We expect it in array of RGBA8 values, with length = number of triangles in static scene.
Call RRSolver::setDirectIllumination().
We have no other knowledge about your lights. You can use many light types with very complex lighting equations. You can arbitrarily change them. No problem. Just let us know what are the results - average colors produced by your shader.
Render whole static scene with white diffuse material, with direct lighting only.
Modify your shader so that instead of rendering triangles in 3d space, they are arranged in 2d matrix.
Scale down to get average triangle color.
Read texture back and you have an array of colors that can be sent to RRSolver::setDirectIllumination().
Rendering faces into 2d matrix requires one renderer enhancement - 2d position override - ability to render triangles to specified 2d positions while preserving their original look.

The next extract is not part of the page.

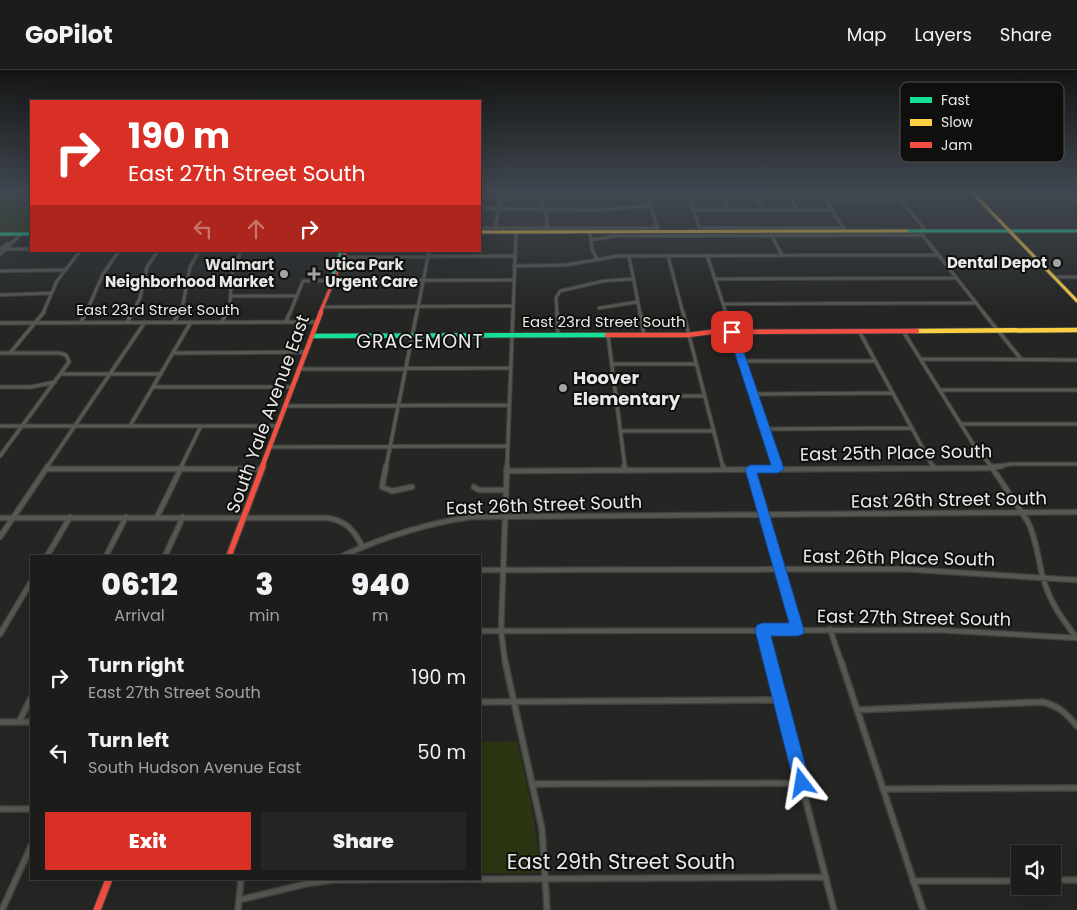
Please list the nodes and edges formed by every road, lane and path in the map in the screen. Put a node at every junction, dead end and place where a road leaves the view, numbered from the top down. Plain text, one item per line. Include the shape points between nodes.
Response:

For DX10 generation GPUs, solution is nearly as simple as adding two lines into geometry shader. Render as usual, using any combination of trilist/strip/indexed/nonindexed data, but at the end of geometry shader, override output vertex positions passed to rasterizer by new 2d triangle positions calculated right there from primitive id.
For DX9 generation GPUs, implemention has two steps:
If you call rr_ed::sceneViewer(solver,...) after solver->setDirectIllumination() and then select menu item Help/Render DDI, scene viewer visualizes data sent to setDirectIllumination().
With "Global illumination/Indirect illumination" property at default "Fireball", it shows reference data produced by our implementation. After switching "Indirect illumination" to "none", it shows your data. Both results should be quite close, with only small noise-like differences.